Due to first-time outsourcers going to major caterers, the world’s largest catering firm has grown. Still, its profits have trailed pre-pandemic levels due to higher food, labor, and new business expenditures.
“I think what’s really important to us is we continue to see margin progression, that we continue to grow above historic levels, and in the face of significant inflation, we continue to be fair and balanced in pricing with our clients,” CEO Dominic Blakemore told Reuters by phone.

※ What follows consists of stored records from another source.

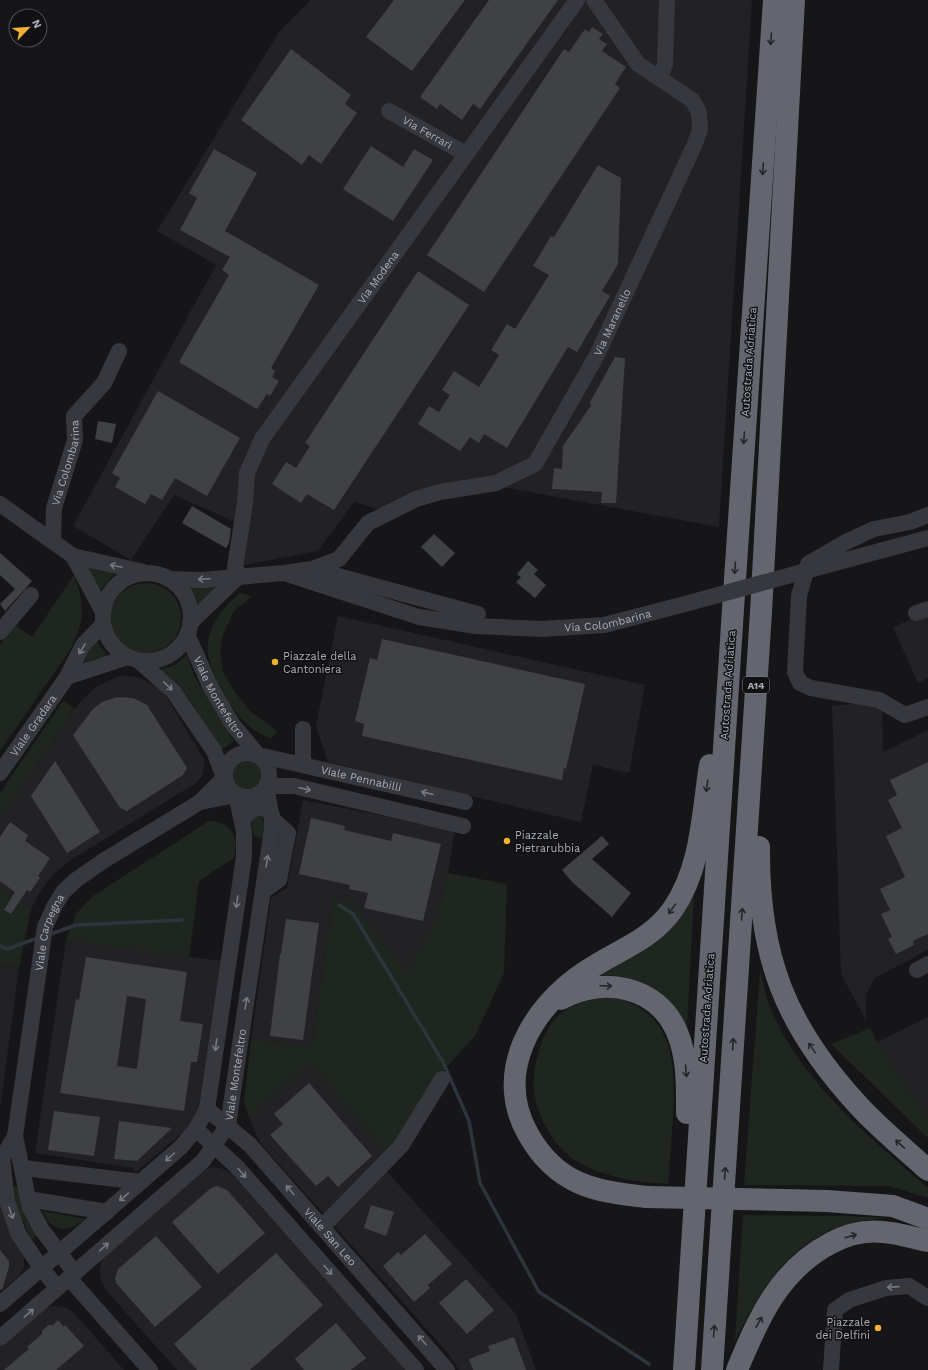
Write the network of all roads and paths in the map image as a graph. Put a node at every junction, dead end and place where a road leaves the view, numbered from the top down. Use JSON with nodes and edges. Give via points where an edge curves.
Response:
{"nodes":[{"id":1,"x":577,"y":0,"type":"edge"},
{"id":2,"x":594,"y":0,"type":"edge"},
{"id":3,"x":667,"y":0,"type":"edge"},
{"id":4,"x":774,"y":0,"type":"edge"},
{"id":5,"x":794,"y":0,"type":"edge"},
{"id":6,"x":660,"y":79,"type":"junction"},
{"id":7,"x":389,"y":111,"type":"dead end"},
{"id":8,"x":466,"y":154,"type":"junction"},
{"id":9,"x":119,"y":351,"type":"dead end"},
{"id":10,"x":0,"y":504,"type":"edge"},
{"id":11,"x":928,"y":515,"type":"edge"},
{"id":12,"x":928,"y":538,"type":"edge"},
{"id":13,"x":53,"y":541,"type":"junction"},
{"id":14,"x":73,"y":556,"type":"junction"},
{"id":15,"x":339,"y":559,"type":"joint"},
{"id":16,"x":312,"y":569,"type":"junction"},
{"id":17,"x":284,"y":573,"type":"junction"},
{"id":18,"x":161,"y":576,"type":"junction"},
{"id":19,"x":239,"y":576,"type":"junction"},
{"id":20,"x":31,"y":595,"type":"dead end"},
{"id":21,"x":732,"y":609,"type":"junction"},
{"id":22,"x":761,"y":612,"type":"junction"},
{"id":23,"x":478,"y":614,"type":"dead end"},
{"id":24,"x":103,"y":618,"type":"junction"},
{"id":25,"x":189,"y":629,"type":"junction"},
{"id":26,"x":0,"y":632,"type":"edge"},
{"id":27,"x":134,"y":659,"type":"junction"},
{"id":28,"x":66,"y":677,"type":"junction"},
{"id":29,"x":928,"y":707,"type":"edge"},
{"id":30,"x":303,"y":729,"type":"dead end"},
{"id":31,"x":258,"y":755,"type":"junction"},
{"id":32,"x":303,"y":765,"type":"junction"},
{"id":33,"x":0,"y":773,"type":"edge"},
{"id":34,"x":224,"y":778,"type":"junction"},
{"id":35,"x":266,"y":786,"type":"junction"},
{"id":36,"x":236,"y":795,"type":"junction"},
{"id":37,"x":200,"y":802,"type":"junction"},
{"id":38,"x":465,"y":802,"type":"dead end"},
{"id":39,"x":272,"y":817,"type":"junction"},
{"id":40,"x":242,"y":820,"type":"junction"},
{"id":41,"x":463,"y":826,"type":"dead end"},
{"id":42,"x":544,"y":1009,"type":"junction"},
{"id":43,"x":442,"y":1080,"type":"dead end"},
{"id":44,"x":207,"y":1109,"type":"junction"},
{"id":45,"x":228,"y":1125,"type":"junction"},
{"id":46,"x":196,"y":1129,"type":"junction"},
{"id":47,"x":15,"y":1136,"type":"junction"},
{"id":48,"x":214,"y":1146,"type":"junction"},
{"id":49,"x":1,"y":1158,"type":"edge"},
{"id":50,"x":23,"y":1168,"type":"junction"},
{"id":51,"x":928,"y":1170,"type":"edge"},
{"id":52,"x":141,"y":1182,"type":"junction"},
{"id":53,"x":28,"y":1199,"type":"junction"},
{"id":54,"x":107,"y":1212,"type":"junction"},
{"id":55,"x":928,"y":1219,"type":"edge"},
{"id":56,"x":322,"y":1227,"type":"junction"},
{"id":57,"x":928,"y":1241,"type":"edge"},
{"id":58,"x":58,"y":1253,"type":"junction"},
{"id":59,"x":41,"y":1268,"type":"junction"},
{"id":60,"x":67,"y":1279,"type":"junction"},
{"id":61,"x":928,"y":1298,"type":"edge"},
{"id":62,"x":0,"y":1304,"type":"edge"},
{"id":63,"x":0,"y":1338,"type":"edge"},
{"id":64,"x":685,"y":1361,"type":"edge"},
{"id":65,"x":150,"y":1370,"type":"edge"},
{"id":66,"x":416,"y":1370,"type":"edge"},
{"id":67,"x":447,"y":1370,"type":"edge"},
{"id":68,"x":712,"y":1370,"type":"edge"},
{"id":69,"x":737,"y":1370,"type":"edge"},
{"id":70,"x":831,"y":1370,"type":"edge"}],
"edges":[{"from":1,"to":8,"type":"street","name":"Via Modena"},
{"from":2,"to":6,"type":"street","name":"Via Maranello","via":[[638,64]]},
{"from":3,"to":6,"type":"street","via":[[665,64]]},
{"from":4,"to":21,"type":"highway","name":"Autostrada Adriatica","number":"A14","one_way":true},
{"from":5,"to":22,"type":"highway","number":"A14"},
{"from":6,"to":15,"type":"street","name":"Via Maranello","via":[[692,100],[699,112],[700,130],[597,355],[535,464],[496,484],[440,492],[416,499],[368,524]]},
{"from":7,"to":8,"type":"street","name":"Via Ferrari"},
{"from":8,"to":19,"type":"street","name":"Via Modena","via":[[262,439],[248,472],[235,567]]},
{"from":9,"to":13,"type":"street","name":"Via Colombarina","via":[[104,383],[74,416],[75,440],[54,508]]},
{"from":10,"to":13,"type":"street","name":"Via Colombarina"},
{"from":11,"to":29,"type":"street","via":[[910,522],[874,529],[808,564],[799,596],[795,672],[800,683],[811,688],[879,700],[904,715]]},
{"from":12,"to":17,"type":"street","name":"Via Colombarina","bridge":true,"via":[[604,625],[542,629],[476,626],[419,617]]},
{"from":13,"to":14,"type":"street","name":"Via Colombarina"},
{"from":18,"to":14,"type":"street","name":"Via Colombarina","one_way":true},
{"from":14,"to":24,"type":"street","name":"Via Colombarina"},
{"from":15,"to":16,"type":"street","name":"Via Colombarina"},
{"from":16,"to":17,"type":"street","name":"Via Colombarina"},
{"from":16,"to":23,"type":"street","name":"Via Colombarina"},
{"from":17,"to":19,"type":"street","name":"Via Colombarina"},
{"from":19,"to":18,"type":"street","name":"Via Colombarina","one_way":true,"via":[[202,580]]},
{"from":18,"to":24,"type":"street","via":[[140,574],[126,578],[115,586],[107,598]]},
{"from":18,"to":25,"type":"street","via":[[179,587],[186,598],[190,610]]},
{"from":19,"to":25,"type":"street"},
{"from":20,"to":26,"type":"street"},
{"from":21,"to":42,"type":"highway","one_way":true,"via":[[698,851],[692,874],[672,911],[658,926],[623,951],[569,983]]},
{"from":21,"to":64,"type":"highway","name":"Autostrada Adriatica","number":"A14"},
{"from":51,"to":22,"type":"highway","one_way":true,"via":[[860,1107],[824,1065],[794,1019],[779,985],[764,929],[759,868]]},
{"from":68,"to":22,"type":"highway","number":"A14","one_way":true},
{"from":24,"to":27,"type":"street","via":[[108,638],[116,649]]},
{"from":24,"to":28,"type":"street","name":"Viale Gradara","one_way":true,"via":[[83,645]]},
{"from":25,"to":27,"type":"street","via":[[179,647],[168,656],[154,661]]},
{"from":25,"to":31,"type":"street","name":"Viale Montefeltro","via":[[211,688],[233,724]]},
{"from":27,"to":28,"type":"street"},
{"from":27,"to":34,"type":"street","one_way":true,"via":[[174,691],[214,751]]},
{"from":28,"to":33,"type":"street","name":"Viale Gradara"},
{"from":30,"to":32,"type":"street"},
{"from":31,"to":32,"type":"street","name":"Viale Pennabilli"},
{"from":31,"to":34,"type":"street","via":[[244,752],[237,754],[227,764]]},
{"from":31,"to":35,"type":"street","via":[[269,772]]},
{"from":38,"to":32,"type":"street","name":"Viale Pennabilli","one_way":true},
{"from":34,"to":36,"type":"street"},
{"from":34,"to":37,"type":"street","name":"Viale Carpegna"},
{"from":35,"to":36,"type":"street","via":[[256,795]]},
{"from":35,"to":39,"type":"street","name":"Viale Montefeltro"},
{"from":35,"to":41,"type":"street","one_way":true,"via":[[294,786]]},
{"from":36,"to":37,"type":"street","name":"Viale Carpegna"},
{"from":36,"to":40,"type":"street","name":"Viale Montefeltro"},
{"from":37,"to":47,"type":"street","name":"Viale Carpegna","via":[[76,880],[63,892],[54,907],[45,927]]},
{"from":39,"to":40,"type":"street","via":[[265,808],[257,807],[251,809]]},
{"from":45,"to":39,"type":"street","name":"Viale Montefeltro","one_way":true},
{"from":40,"to":44,"type":"street","name":"Viale Montefeltro","one_way":true,"via":[[244,831]]},
{"from":42,"to":55,"type":"highway","bridge":true,"via":[[528,1032],[518,1059],[516,1101],[523,1125],[536,1148],[553,1166],[577,1183],[600,1191],[647,1197],[827,1201],[893,1206]]},
{"from":42,"to":64,"type":"highway","one_way":true,"via":[[584,989],[611,986],[640,993],[655,1002],[667,1015],[676,1031],[686,1067],[687,1086]]},
{"from":43,"to":56,"type":"street","via":[[401,1146]]},
{"from":44,"to":45,"type":"street","name":"Viale San Leo"},
{"from":44,"to":46,"type":"street","name":"Viale Montefeltro"},
{"from":45,"to":48,"type":"street","name":"Viale Montefeltro"},
{"from":56,"to":45,"type":"street","name":"Viale San Leo","one_way":true,"via":[[250,1145]]},
{"from":46,"to":48,"type":"street"},
{"from":46,"to":52,"type":"street","name":"Viale Montefeltro","one_way":true,"via":[[181,1147]]},
{"from":47,"to":49,"type":"street","name":"Viale Carpegna"},
{"from":47,"to":50,"type":"street","name":"Viale Carpegna"},
{"from":60,"to":48,"type":"street","name":"Viale Montefeltro","one_way":true,"via":[[203,1161]]},
{"from":48,"to":66,"type":"street","one_way":true,"via":[[237,1168]]},
{"from":49,"to":59,"type":"street","name":"Viale Carpegna","one_way":true,"via":[[7,1201],[18,1233]]},
{"from":50,"to":52,"type":"street"},
{"from":50,"to":53,"type":"street","name":"Viale Carpegna"},
{"from":52,"to":54,"type":"street","name":"Viale Montefeltro","one_way":true},
{"from":53,"to":54,"type":"street"},
{"from":53,"to":58,"type":"street","name":"Viale Carpegna","via":[[42,1230]]},
{"from":54,"to":58,"type":"street","name":"Viale Montefeltro"},
{"from":67,"to":56,"type":"street","name":"Viale San Leo","one_way":true},
{"from":69,"to":57,"type":"highway","one_way":true,"via":[[753,1332],[786,1278],[820,1249],[840,1239],[861,1233],[883,1232]]},
{"from":58,"to":59,"type":"street","name":"Viale Montefeltro"},
{"from":58,"to":60,"type":"street","name":"Viale Carpegna"},
{"from":59,"to":60,"type":"street","name":"Viale Carpegna"},
{"from":59,"to":62,"type":"street","name":"Viale Montefeltro"},
{"from":63,"to":60,"type":"street","name":"Viale Montefeltro","one_way":true},
{"from":60,"to":65,"type":"street"},
{"from":61,"to":70,"type":"street","one_way":true,"via":[[909,1286],[886,1288],[849,1300],[835,1310]]}]}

The firm, which owns various food service brands serving workplaces, colleges, and sports stadiums in 40 countries, boosted its operating profit growth target to 30% on a constant-currency basis for the year ending September 2023 from over 20%.
It expects organic sales growth of 18%, ahead of market estimates, and an underlying operating margin of 6.7% to 6.8%.
A company-compiled consensus forecast 6.7% margins this year and 7% pre-pandemic in fiscal 2024.
Morning shares jumped 2%.
Blakemore said Compass’s biggest potential and challenge is to continue its rapid growth and quality in an attractive outsourced market.
Blakemore said Compass would not list in the US after reporting in US dollars from October to prevent foreign exchange translation volatility on results.
Compass also announced a 750 million-pound ($946.58 million) share purchase and a 60% increase in interim dividends.
For the six months to March 31, its underlying operating profit was 1.05 billion pounds ($1.33 billion), up from 744 million a year earlier.